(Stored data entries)
┌──

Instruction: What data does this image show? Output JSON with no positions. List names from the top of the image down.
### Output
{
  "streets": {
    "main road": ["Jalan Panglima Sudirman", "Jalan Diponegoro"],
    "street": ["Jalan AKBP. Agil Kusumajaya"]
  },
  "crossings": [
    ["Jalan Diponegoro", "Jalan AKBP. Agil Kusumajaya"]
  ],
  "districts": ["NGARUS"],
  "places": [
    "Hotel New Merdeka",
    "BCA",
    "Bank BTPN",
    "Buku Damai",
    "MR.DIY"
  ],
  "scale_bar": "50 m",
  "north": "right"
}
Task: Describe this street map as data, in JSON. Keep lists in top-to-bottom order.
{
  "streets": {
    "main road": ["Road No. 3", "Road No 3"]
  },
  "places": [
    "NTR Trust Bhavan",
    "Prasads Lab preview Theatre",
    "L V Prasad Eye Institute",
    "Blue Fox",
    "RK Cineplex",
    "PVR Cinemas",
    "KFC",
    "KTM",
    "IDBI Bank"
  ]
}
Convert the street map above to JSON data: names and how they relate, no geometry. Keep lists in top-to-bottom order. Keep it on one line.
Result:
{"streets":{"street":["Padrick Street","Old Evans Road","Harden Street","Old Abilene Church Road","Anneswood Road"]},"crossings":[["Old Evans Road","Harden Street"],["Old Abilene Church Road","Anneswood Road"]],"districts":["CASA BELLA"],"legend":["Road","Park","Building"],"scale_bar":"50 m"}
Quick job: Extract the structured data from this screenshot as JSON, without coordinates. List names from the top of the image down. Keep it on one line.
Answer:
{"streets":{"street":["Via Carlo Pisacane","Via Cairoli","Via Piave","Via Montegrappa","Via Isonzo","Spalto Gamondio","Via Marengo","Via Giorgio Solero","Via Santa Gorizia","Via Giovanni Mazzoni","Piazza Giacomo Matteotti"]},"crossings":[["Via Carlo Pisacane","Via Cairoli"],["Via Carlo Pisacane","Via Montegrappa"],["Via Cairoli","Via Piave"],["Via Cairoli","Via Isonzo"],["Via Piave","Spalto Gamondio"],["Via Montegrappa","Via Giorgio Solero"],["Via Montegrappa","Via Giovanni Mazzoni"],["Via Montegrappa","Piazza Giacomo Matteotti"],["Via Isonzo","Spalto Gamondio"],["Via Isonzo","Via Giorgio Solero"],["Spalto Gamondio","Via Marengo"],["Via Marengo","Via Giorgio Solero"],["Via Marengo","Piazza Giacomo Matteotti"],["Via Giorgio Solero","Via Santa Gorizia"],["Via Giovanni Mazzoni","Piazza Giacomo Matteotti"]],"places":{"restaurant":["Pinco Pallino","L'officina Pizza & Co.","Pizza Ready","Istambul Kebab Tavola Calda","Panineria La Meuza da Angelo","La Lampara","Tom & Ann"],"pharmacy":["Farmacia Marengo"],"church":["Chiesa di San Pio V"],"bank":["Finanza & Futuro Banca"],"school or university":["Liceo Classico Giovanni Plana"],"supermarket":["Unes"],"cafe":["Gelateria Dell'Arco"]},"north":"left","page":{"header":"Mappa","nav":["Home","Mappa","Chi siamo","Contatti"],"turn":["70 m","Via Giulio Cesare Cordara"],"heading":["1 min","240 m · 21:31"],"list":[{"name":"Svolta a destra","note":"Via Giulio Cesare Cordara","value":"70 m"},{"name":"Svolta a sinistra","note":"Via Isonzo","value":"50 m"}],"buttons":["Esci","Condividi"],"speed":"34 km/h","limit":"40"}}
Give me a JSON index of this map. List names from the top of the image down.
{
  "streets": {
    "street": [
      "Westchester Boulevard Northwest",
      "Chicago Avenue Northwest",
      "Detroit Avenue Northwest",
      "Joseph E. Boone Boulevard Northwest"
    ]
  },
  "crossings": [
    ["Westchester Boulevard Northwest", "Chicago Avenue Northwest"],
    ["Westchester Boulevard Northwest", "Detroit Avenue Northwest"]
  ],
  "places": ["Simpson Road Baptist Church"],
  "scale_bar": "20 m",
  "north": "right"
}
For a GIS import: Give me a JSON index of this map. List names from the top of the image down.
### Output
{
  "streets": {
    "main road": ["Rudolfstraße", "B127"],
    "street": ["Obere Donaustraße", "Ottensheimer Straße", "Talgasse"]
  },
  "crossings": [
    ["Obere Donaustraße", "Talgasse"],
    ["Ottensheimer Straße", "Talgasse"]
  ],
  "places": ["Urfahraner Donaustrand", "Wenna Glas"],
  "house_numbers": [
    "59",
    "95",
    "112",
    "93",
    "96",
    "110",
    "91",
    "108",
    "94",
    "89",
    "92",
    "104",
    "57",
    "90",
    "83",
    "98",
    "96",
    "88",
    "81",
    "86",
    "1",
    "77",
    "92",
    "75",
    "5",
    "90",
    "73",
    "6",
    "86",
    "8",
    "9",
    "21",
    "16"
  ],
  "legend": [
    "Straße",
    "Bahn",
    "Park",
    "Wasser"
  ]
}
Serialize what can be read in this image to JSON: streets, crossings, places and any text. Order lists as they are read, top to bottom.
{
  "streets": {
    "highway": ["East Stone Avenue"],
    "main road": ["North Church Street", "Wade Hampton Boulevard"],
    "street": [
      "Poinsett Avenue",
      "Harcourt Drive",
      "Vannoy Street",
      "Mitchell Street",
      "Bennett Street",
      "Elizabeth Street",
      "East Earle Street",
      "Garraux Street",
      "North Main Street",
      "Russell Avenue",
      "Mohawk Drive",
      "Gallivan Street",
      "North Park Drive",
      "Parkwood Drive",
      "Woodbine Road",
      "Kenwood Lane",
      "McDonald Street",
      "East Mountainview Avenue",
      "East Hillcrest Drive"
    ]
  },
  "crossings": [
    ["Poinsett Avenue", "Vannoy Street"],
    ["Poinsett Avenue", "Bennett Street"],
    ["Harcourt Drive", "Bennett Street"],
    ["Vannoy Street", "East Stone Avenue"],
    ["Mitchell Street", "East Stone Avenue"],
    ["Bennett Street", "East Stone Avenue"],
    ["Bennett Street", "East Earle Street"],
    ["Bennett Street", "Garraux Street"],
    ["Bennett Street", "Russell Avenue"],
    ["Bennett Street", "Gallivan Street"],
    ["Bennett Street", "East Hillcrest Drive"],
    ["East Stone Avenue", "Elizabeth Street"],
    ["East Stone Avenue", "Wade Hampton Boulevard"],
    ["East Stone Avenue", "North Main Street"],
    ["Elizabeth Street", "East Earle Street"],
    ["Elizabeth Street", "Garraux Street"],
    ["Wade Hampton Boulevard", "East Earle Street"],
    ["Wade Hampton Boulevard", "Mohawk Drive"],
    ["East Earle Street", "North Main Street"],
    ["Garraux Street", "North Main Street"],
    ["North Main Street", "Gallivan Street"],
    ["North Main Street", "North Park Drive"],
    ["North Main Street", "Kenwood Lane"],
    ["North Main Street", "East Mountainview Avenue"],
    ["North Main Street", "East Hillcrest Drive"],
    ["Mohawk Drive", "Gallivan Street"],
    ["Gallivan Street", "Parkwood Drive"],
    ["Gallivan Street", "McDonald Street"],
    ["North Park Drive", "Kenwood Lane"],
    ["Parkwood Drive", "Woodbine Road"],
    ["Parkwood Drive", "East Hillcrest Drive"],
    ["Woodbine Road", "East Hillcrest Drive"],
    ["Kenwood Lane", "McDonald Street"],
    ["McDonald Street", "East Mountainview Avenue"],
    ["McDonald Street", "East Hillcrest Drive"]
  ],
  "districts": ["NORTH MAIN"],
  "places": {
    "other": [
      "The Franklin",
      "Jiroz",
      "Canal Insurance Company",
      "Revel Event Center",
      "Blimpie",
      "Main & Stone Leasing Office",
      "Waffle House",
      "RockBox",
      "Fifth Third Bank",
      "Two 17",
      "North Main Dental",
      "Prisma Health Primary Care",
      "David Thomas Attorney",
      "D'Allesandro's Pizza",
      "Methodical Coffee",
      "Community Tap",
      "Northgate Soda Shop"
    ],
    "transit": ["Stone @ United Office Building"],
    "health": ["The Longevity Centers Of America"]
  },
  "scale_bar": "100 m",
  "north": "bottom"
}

└──

Brief => Your task is to copy each line of the entries that includes the word "Mohawk".

Result of the exercise =>
      "Mohawk Drive",
    ["Wade Hampton Boulevard", "Mohawk Drive"],
    ["Mohawk Drive", "Gallivan Street"],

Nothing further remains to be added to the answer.